When I was at school reading '1984' for my 'O' Level English I had no idea the year would have such an impact on my life. Billy Elliot is not just a musical it is a social history. There were many foreigners in the audience who I am sure did not really understand what was going on, or maybe thought that police riot scenes are exaggerated. But they aren't. The writer of Billy Elliot obviously lived close to the miners strike - as I did. From the years of 1977 until my divorce in 1991 I was married to a coal miner. I lived through that time and I had forgotten what that life was like.

It was the orange overalls that did it. Each week I would boil my husband's overalls in my hire purchase automatic. Tiny pieces of coal would get stuck in the rubber of the door. I would hang them out in all weathers just to get them out of the house. often bringing them in frozen from the line, like cardboard cut out. They never really were clean.

I never agreed with the miners strike. I hated all the leaders; MacGaughy, Scargill, Macgregor and of course Thatcher. Not one of them cared what happened to the families.

During the strike we had our rent paid and received a food voucher for the local supermarket. I would go armed with calculator and carefully buy a week's shopping trying to use the whole amount of the voucher. No change was given, no non-groceries were allowed. My blood still ices over with the humiliation suffered at the hands of the checkout girls if you miscalculated and had to decide what to leave out of the basket, while other shoppers looked on.

It was during this time that I learned to economise and have now turned this skill into my How to Survive the Credit Crunch course. The single mothers I teach are fascinated with my hard luck stories.

It wasn't until after the strike that many wives, myself included, found that Social Services were giving cash hand out to the men to help the families. In my case these handouts got no further than the Miners Welfare Club. How did I find out? As soon as the strike ended, Social Services billed us over a thousand pounds, the handouts were in fact loans and had to be paid back. Oh happy times.

There is a nostalgia attached to the demise of the coal industry that I will never understand. It was a terrible way to make a living. I remember my ex husband had pock marks all over his back from falling debris coming off the tunnel roof, the only time it cleared up was during his three week annual holiday.

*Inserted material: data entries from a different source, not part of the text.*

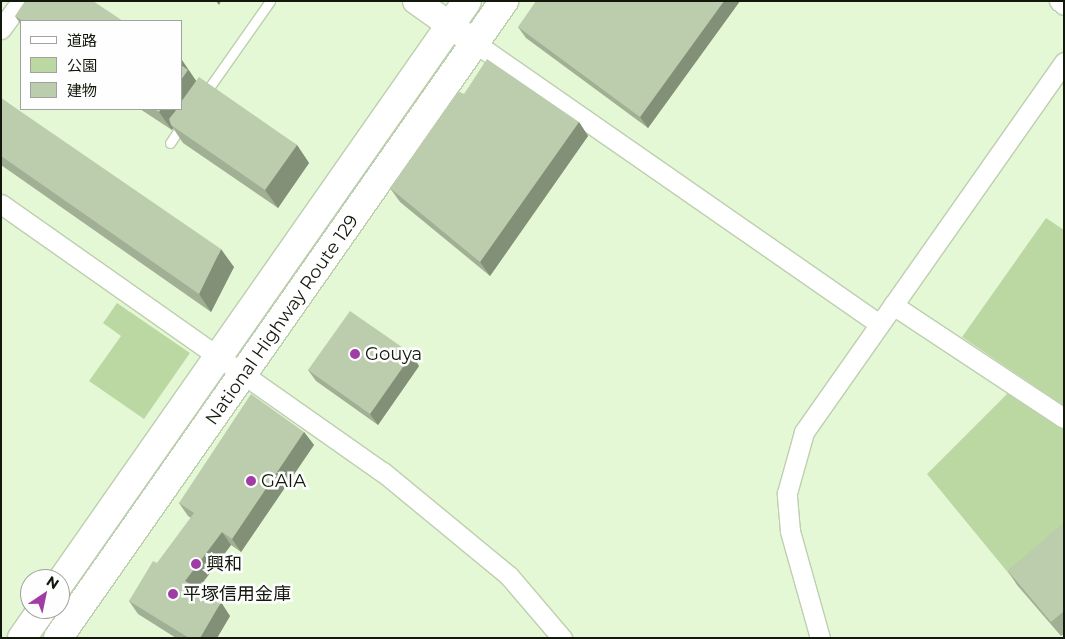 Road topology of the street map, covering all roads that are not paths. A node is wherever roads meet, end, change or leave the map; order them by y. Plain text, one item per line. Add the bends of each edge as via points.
1 (21, 1) edge
2 (270, 1) edge
3 (416, 1) edge
4 (467, 1) edge
5 (504, 1) edge
6 (1059, 1) edge
7 (1064, 5) edge
8 (450, 25) junction
9 (1, 29) edge
10 (475, 43) junction
11 (1064, 62) edge
12 (170, 143) edge
13 (1, 204) edge
14 (893, 305) junction
15 (879, 324) junction
16 (218, 358) junction
17 (245, 376) junction
18 (1064, 418) edge
19 (70, 569) edge
20 (35, 619) edge
21 (22, 638) edge
22 (58, 638) edge
23 (562, 638) edge
24 (820, 638) edge

1 - 9 street
2 - 12 lane
3 - 8 street
4 - 8 highway, National Highway Route 129
5 - 10 highway, National Highway Route 129
6 - 7 street
8 - 10 street
8 - 16 highway, National Highway Route 129
10 - 15 street
10 - 17 highway, National Highway Route 129
11 - 14 street
13 - 16 street
14 - 15 street
14 - 18 street
15 - 24 street via 804,432 787,493 790,531
16 - 17 street
16 - 19 highway, National Highway Route 129
17 - 22 highway, National Highway Route 129
17 - 23 street via 383,472 465,538 509,576
20 - 21 highway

Many men were injured or lost their lives working in unsafe conditions. I admit that the small communities were unique but I don't believe it was only the pits that kept the community spirit alive, the strike shattered communities as is documented in Billy Elliot.

With the right attitudes and the right resources communities can thrive again, they just need another enemy to fight. It would be good, considering the damage the coal carbon omissions make to our world, if their fight is against climate change.

On a brighter note, Billy Elliot is not all doom, the dancing is superb and the young actors are to be admired. And the sight of burly men dancing in tutus over those orange overalls made washing them all those years ago worth while - my ex husband should be spinning in his grave.